• _Task_: Find every line in the records below that holds the word "highway", and copy it out.

• _Data for this task_:
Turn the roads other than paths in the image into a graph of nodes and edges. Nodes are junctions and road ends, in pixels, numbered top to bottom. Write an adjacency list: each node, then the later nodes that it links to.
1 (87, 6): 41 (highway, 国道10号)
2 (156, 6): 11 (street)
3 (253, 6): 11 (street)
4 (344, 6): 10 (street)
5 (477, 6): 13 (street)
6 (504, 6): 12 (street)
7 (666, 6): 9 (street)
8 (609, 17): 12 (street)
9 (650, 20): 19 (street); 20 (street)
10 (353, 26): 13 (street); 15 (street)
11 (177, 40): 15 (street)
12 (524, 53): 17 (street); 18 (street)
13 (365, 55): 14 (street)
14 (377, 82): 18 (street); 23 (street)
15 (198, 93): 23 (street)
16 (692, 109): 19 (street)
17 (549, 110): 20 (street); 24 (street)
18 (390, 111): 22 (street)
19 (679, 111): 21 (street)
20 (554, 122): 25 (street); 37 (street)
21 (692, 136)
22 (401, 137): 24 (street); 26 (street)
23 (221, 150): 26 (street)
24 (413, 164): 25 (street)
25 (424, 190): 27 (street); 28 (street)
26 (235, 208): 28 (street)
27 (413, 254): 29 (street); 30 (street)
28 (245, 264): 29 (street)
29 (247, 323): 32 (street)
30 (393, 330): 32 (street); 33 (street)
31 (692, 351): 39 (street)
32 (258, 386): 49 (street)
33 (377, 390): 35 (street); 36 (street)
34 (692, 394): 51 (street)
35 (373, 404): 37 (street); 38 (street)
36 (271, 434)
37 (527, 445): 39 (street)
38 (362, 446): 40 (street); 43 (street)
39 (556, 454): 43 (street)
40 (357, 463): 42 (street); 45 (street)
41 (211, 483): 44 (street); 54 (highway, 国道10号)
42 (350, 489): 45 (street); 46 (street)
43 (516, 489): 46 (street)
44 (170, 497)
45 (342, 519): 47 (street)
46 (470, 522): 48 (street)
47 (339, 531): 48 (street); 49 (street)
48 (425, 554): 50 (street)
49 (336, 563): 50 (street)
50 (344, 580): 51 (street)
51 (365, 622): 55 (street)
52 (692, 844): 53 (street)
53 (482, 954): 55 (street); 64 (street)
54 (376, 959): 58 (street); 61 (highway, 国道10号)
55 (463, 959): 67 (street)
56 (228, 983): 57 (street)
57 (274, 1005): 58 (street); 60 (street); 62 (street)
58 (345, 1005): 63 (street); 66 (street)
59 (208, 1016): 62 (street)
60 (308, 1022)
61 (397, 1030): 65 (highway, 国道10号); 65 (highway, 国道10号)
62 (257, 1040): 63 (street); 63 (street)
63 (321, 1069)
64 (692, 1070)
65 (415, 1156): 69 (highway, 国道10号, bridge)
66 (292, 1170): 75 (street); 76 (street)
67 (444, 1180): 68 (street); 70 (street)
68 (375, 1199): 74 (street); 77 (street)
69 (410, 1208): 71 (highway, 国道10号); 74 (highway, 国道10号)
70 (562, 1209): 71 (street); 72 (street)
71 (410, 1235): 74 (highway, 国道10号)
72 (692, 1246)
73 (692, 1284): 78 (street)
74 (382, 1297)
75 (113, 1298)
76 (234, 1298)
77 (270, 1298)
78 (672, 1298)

• _Written response_:
1 (87, 6): 41 (highway, 国道10号)
41 (211, 483): 44 (street); 54 (highway, 国道10号)
54 (376, 959): 58 (street); 61 (highway, 国道10号)
61 (397, 1030): 65 (highway, 国道10号); 65 (highway, 国道10号)
65 (415, 1156): 69 (highway, 国道10号, bridge)
69 (410, 1208): 71 (highway, 国道10号); 74 (highway, 国道10号)
71 (410, 1235): 74 (highway, 国道10号)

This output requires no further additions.